Nutrition is nourishment that impacts every aspect of our lives, from our physical health to our overall well-being. The relationship between the foods we consume and their impact on our bodies is essential. While many of us are familiar with the basics of a balanced diet, the world of nutrition is far more complex and fascinating than we might imagine.
5 Interesting Facts About Nutrition
To understand it better, Ms. Salini Somasundar, Consultant Dietician, Manipal Hospital , Kharadi Pune, shares five interesting facts about nutrition that not only provide a deeper understanding of its power but also empower us to make more informed choices about the foods we consume:
Food as Medicine
The foods we eat contain a wealth of bioactive compounds that can have a profound impact on our health. For example, many fruits and vegetables are rich in antioxidants, which help in improving the body’s immune system and combating oxidative stress and inflammation in the body. Some foods, like turmeric, contain natural anti-inflammatory compounds. Garlic is enriched with anti-inflammatory, antimicrobial, antistress, antidiabetes, anticancer, liver protection, antioxidants, and wound healing properties. By choosing a diverse and nutrient-rich diet, we can potentially reduce the risk of chronic diseases and support overall well-being.
Gut Microbiome and Health
The human gut is home to trillions of microorganisms, collectively known as the gut microbiome. These tiny residents play a crucial role in our digestion, metabolism, and even our immune system. Alterations of the gut microbiome are implicated in many diseases, such as inflammatory bowel disease (IBD). Probiotics may restore the composition of the gut microbiome and introduce beneficial functions to gut microbial communities, resulting in the prevention of gut inflammation.

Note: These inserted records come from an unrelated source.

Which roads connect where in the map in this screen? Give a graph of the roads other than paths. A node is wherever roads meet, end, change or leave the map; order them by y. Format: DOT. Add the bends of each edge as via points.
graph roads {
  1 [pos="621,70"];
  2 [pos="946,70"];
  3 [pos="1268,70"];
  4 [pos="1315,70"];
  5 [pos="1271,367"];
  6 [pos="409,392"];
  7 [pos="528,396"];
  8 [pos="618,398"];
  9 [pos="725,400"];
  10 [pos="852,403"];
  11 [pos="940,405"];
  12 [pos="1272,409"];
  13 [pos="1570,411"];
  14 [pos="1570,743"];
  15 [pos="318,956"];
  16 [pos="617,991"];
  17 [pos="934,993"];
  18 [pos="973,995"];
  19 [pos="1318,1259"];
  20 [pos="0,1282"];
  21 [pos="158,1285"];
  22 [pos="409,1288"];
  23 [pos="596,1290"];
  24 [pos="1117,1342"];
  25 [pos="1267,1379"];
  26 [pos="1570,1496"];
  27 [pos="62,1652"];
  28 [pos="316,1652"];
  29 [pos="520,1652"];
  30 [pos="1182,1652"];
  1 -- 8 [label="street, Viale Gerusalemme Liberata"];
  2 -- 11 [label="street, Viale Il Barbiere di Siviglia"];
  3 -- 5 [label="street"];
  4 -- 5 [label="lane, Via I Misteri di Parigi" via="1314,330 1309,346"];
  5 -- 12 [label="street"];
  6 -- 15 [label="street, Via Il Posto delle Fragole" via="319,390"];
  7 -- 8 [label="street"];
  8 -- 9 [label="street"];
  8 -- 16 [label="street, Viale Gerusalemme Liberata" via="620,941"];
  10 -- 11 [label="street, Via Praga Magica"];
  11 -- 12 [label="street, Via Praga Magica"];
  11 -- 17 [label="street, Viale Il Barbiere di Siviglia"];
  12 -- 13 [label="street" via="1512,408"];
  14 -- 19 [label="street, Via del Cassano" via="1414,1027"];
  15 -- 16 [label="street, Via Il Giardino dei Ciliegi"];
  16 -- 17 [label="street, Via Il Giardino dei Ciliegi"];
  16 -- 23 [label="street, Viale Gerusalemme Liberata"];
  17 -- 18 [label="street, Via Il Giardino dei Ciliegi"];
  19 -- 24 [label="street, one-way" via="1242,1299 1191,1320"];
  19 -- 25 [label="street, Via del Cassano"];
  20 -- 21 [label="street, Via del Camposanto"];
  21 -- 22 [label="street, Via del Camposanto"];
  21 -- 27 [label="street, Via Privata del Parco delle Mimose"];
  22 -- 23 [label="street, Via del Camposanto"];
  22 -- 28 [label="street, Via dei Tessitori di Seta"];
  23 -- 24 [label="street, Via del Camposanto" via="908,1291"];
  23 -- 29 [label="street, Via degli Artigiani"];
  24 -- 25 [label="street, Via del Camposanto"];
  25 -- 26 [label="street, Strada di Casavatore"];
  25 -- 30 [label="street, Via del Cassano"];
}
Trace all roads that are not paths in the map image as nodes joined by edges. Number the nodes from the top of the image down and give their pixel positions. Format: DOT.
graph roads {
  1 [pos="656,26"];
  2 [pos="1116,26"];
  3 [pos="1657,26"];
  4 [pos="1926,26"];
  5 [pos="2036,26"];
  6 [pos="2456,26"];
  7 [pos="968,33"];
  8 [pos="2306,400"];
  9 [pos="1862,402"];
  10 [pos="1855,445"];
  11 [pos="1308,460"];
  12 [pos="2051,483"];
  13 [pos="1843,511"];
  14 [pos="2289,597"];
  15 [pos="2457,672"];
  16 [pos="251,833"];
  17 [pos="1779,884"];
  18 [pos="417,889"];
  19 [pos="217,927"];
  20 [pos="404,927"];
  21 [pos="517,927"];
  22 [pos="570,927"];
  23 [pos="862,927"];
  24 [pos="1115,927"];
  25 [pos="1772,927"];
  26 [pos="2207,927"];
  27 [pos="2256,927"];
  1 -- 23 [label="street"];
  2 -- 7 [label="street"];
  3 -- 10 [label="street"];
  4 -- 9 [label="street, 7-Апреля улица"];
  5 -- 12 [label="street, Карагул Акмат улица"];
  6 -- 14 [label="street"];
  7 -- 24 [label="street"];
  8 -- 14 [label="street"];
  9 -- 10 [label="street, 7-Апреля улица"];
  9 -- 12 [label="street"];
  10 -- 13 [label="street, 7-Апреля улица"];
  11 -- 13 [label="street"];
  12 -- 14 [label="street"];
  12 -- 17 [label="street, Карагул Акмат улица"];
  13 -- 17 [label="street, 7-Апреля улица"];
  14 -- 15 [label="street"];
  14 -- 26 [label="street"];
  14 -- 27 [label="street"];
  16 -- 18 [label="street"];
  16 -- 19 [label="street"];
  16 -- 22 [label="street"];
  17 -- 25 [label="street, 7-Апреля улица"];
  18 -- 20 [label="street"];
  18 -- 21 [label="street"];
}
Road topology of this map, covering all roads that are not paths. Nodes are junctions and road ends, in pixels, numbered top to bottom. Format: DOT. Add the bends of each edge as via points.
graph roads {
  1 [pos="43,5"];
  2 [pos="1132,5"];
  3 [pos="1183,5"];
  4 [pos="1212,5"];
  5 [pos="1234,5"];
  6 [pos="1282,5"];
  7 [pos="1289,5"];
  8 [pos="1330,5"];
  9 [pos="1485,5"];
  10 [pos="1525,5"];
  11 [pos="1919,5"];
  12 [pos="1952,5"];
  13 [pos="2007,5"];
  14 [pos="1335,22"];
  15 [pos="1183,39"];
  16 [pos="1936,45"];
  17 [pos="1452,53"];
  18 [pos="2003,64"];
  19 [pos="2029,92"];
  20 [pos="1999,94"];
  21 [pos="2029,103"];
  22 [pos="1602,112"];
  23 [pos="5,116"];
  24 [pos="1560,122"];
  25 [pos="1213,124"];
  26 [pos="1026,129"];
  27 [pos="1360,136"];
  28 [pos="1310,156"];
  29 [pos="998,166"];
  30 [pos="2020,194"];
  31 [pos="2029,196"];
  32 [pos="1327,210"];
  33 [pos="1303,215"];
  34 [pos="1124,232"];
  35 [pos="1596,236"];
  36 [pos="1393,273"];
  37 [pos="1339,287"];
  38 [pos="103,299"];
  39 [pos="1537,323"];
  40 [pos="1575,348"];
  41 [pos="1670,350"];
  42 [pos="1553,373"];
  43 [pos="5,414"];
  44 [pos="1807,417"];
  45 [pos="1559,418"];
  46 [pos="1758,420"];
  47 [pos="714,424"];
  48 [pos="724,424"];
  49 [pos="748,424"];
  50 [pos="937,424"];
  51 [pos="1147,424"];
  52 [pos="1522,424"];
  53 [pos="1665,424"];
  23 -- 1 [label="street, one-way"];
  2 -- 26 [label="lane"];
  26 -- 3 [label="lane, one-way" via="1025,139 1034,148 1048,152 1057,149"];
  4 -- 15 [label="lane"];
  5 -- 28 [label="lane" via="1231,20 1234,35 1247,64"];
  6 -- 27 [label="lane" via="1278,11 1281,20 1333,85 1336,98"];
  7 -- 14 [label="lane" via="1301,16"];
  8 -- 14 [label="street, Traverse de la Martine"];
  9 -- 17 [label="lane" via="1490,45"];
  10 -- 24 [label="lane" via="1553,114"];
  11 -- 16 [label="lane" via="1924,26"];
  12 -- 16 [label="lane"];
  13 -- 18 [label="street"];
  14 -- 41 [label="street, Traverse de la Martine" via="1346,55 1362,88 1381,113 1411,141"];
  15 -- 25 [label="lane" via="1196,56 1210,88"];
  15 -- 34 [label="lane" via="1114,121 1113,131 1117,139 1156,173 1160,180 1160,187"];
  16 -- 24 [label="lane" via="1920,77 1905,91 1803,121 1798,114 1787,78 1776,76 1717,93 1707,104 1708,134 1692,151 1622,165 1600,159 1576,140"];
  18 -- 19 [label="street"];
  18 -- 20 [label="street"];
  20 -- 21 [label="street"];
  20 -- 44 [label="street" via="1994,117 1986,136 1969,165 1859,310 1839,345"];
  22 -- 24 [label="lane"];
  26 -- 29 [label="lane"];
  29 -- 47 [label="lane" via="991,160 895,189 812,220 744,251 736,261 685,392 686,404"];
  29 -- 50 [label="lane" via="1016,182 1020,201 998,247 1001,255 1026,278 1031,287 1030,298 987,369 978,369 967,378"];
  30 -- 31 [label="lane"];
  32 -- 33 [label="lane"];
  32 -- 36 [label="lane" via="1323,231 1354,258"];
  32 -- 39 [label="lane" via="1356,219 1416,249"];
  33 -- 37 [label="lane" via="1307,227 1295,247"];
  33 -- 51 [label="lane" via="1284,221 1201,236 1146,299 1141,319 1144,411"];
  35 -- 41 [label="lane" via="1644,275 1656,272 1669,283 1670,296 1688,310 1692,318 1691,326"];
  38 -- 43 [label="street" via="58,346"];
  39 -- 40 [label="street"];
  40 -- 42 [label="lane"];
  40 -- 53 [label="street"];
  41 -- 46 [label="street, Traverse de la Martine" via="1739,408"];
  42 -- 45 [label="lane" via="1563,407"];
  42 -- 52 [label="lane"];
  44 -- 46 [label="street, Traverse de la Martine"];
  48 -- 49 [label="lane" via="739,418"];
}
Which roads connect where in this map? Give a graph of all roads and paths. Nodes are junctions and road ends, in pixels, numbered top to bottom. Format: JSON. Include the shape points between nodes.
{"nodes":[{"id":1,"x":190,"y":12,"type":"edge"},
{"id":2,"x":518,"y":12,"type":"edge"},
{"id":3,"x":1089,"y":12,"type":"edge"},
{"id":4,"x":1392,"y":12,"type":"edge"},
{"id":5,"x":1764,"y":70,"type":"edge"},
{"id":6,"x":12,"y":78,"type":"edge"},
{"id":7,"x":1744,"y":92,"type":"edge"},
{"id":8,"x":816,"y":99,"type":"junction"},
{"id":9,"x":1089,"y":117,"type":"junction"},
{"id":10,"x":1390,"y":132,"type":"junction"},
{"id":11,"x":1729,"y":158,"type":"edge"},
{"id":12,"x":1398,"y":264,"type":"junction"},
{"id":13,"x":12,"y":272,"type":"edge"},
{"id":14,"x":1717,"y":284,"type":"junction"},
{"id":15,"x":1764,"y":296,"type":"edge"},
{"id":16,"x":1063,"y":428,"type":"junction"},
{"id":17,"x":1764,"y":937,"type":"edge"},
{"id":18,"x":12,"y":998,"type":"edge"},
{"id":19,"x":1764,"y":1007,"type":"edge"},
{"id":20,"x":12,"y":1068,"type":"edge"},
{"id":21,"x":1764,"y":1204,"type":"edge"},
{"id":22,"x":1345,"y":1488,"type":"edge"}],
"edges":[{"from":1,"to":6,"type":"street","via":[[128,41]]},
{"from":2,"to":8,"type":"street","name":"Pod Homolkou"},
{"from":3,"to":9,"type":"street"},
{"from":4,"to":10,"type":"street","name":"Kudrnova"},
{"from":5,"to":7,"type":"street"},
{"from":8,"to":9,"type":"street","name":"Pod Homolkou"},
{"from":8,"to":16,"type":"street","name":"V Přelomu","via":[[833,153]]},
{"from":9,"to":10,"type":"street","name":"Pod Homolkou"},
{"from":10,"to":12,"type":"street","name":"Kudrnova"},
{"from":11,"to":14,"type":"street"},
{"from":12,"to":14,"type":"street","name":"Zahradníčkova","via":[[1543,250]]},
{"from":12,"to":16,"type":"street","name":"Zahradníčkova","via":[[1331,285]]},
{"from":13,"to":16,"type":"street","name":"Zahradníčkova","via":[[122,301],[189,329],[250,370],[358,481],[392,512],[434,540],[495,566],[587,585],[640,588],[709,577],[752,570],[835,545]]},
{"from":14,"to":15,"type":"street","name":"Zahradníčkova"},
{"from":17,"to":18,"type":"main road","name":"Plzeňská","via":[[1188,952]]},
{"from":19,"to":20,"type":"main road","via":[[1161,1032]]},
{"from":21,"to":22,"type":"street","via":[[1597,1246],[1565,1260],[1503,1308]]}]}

A diet high in fiber promotes the growth of beneficial bacteria in the gut, which can lead to better digestion and improved overall health. This connection between diet and the gut microbiome highlights the importance of choosing foods that nourish our internal microbial communities.
Nutrition isn’t just about individual nutrients; it’s also about how these nutrients interact with one another. The concept of nutrient synergy emphasizes that certain nutrients work better together, enhancing their overall effectiveness in the body. For example, vitamin D helps the body absorb calcium, making them a powerful duo for bone health and also involved in cholesterol metabolism. Vitamin C is essential for the better absorption of non-heme iron in our body.
The foods we eat can impact our mood, cognitive function, and even our risk of mental health disorders. Omega-3 fatty acids found in fatty fish, for instance, have been associated with improved mood and a reduced risk of depression. Conversely, excessive consumption of sugary and highly processed foods has been linked to an increased risk of mood disorders and cognitive decline. This connection between nutrition and mental health underscores the importance of a balanced diet for overall well-being.
Complex carbohydrates, lean protein, fresh fruits, and vegetable intake can increase the availability of the chemical serotonin which influences happiness and memory.
Food Labelling and Marketing
Food labeling and advertising often use terms like “natural,” “organic,” or “low-fat” to influence our food choices. However, these labels can be misleading, and the nutritional quality of a product may not always align with its marketing claims. It’s essential for consumers to read food labels carefully and prioritize whole, minimally processed foods when possible. Understanding the nuances of food labeling empowers individuals to make informed choices about what they put on their plates.
Tracking Portion size, calories per serving, added sugars, saturated fat content, and sodium level all should be checked on reading food labels. Low fat doesn’t mean low calorie, check on food allergies.